Records:
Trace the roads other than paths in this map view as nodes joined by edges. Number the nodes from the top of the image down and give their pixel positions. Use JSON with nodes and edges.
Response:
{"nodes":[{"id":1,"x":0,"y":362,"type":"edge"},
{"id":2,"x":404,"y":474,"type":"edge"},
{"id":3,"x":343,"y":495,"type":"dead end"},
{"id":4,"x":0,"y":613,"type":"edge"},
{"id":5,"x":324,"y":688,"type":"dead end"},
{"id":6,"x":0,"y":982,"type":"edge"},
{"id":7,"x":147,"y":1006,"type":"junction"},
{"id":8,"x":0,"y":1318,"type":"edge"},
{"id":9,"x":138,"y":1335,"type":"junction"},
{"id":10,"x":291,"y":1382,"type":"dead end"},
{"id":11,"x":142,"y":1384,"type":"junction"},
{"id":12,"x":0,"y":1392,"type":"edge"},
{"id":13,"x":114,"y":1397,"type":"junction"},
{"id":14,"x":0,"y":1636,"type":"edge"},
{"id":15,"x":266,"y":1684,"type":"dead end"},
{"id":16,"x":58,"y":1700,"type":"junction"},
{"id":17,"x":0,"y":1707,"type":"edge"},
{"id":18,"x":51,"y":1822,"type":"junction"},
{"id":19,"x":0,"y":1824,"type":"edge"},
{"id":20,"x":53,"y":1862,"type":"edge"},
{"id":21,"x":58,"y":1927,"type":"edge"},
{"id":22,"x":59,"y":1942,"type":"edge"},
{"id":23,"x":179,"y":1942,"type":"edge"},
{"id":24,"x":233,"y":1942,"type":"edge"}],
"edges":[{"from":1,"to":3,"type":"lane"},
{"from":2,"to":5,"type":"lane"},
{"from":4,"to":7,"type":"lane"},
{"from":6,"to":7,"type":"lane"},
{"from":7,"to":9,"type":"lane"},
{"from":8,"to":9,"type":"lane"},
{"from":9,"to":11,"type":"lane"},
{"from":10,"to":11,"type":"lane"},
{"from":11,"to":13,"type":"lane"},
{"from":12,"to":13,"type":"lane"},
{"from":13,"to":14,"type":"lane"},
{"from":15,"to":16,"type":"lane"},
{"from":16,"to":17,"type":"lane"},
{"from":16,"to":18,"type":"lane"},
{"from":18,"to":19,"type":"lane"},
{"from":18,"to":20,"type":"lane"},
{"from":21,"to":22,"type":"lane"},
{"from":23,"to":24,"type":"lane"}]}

Required work: Faithfully reproduce all of the material.

Written response:
Trace the roads other than paths in this map view as nodes joined by edges. Number the nodes from the top of the image down and give their pixel positions. Use JSON with nodes and edges.
Response:
{"nodes":[{"id":1,"x":0,"y":362,"type":"edge"},
{"id":2,"x":404,"y":474,"type":"edge"},
{"id":3,"x":343,"y":495,"type":"dead end"},
{"id":4,"x":0,"y":613,"type":"edge"},
{"id":5,"x":324,"y":688,"type":"dead end"},
{"id":6,"x":0,"y":982,"type":"edge"},
{"id":7,"x":147,"y":1006,"type":"junction"},
{"id":8,"x":0,"y":1318,"type":"edge"},
{"id":9,"x":138,"y":1335,"type":"junction"},
{"id":10,"x":291,"y":1382,"type":"dead end"},
{"id":11,"x":142,"y":1384,"type":"junction"},
{"id":12,"x":0,"y":1392,"type":"edge"},
{"id":13,"x":114,"y":1397,"type":"junction"},
{"id":14,"x":0,"y":1636,"type":"edge"},
{"id":15,"x":266,"y":1684,"type":"dead end"},
{"id":16,"x":58,"y":1700,"type":"junction"},
{"id":17,"x":0,"y":1707,"type":"edge"},
{"id":18,"x":51,"y":1822,"type":"junction"},
{"id":19,"x":0,"y":1824,"type":"edge"},
{"id":20,"x":53,"y":1862,"type":"edge"},
{"id":21,"x":58,"y":1927,"type":"edge"},
{"id":22,"x":59,"y":1942,"type":"edge"},
{"id":23,"x":179,"y":1942,"type":"edge"},
{"id":24,"x":233,"y":1942,"type":"edge"}],
"edges":[{"from":1,"to":3,"type":"lane"},
{"from":2,"to":5,"type":"lane"},
{"from":4,"to":7,"type":"lane"},
{"from":6,"to":7,"type":"lane"},
{"from":7,"to":9,"type":"lane"},
{"from":8,"to":9,"type":"lane"},
{"from":9,"to":11,"type":"lane"},
{"from":10,"to":11,"type":"lane"},
{"from":11,"to":13,"type":"lane"},
{"from":12,"to":13,"type":"lane"},
{"from":13,"to":14,"type":"lane"},
{"from":15,"to":16,"type":"lane"},
{"from":16,"to":17,"type":"lane"},
{"from":16,"to":18,"type":"lane"},
{"from":18,"to":19,"type":"lane"},
{"from":18,"to":20,"type":"lane"},
{"from":21,"to":22,"type":"lane"},
{"from":23,"to":24,"type":"lane"}]}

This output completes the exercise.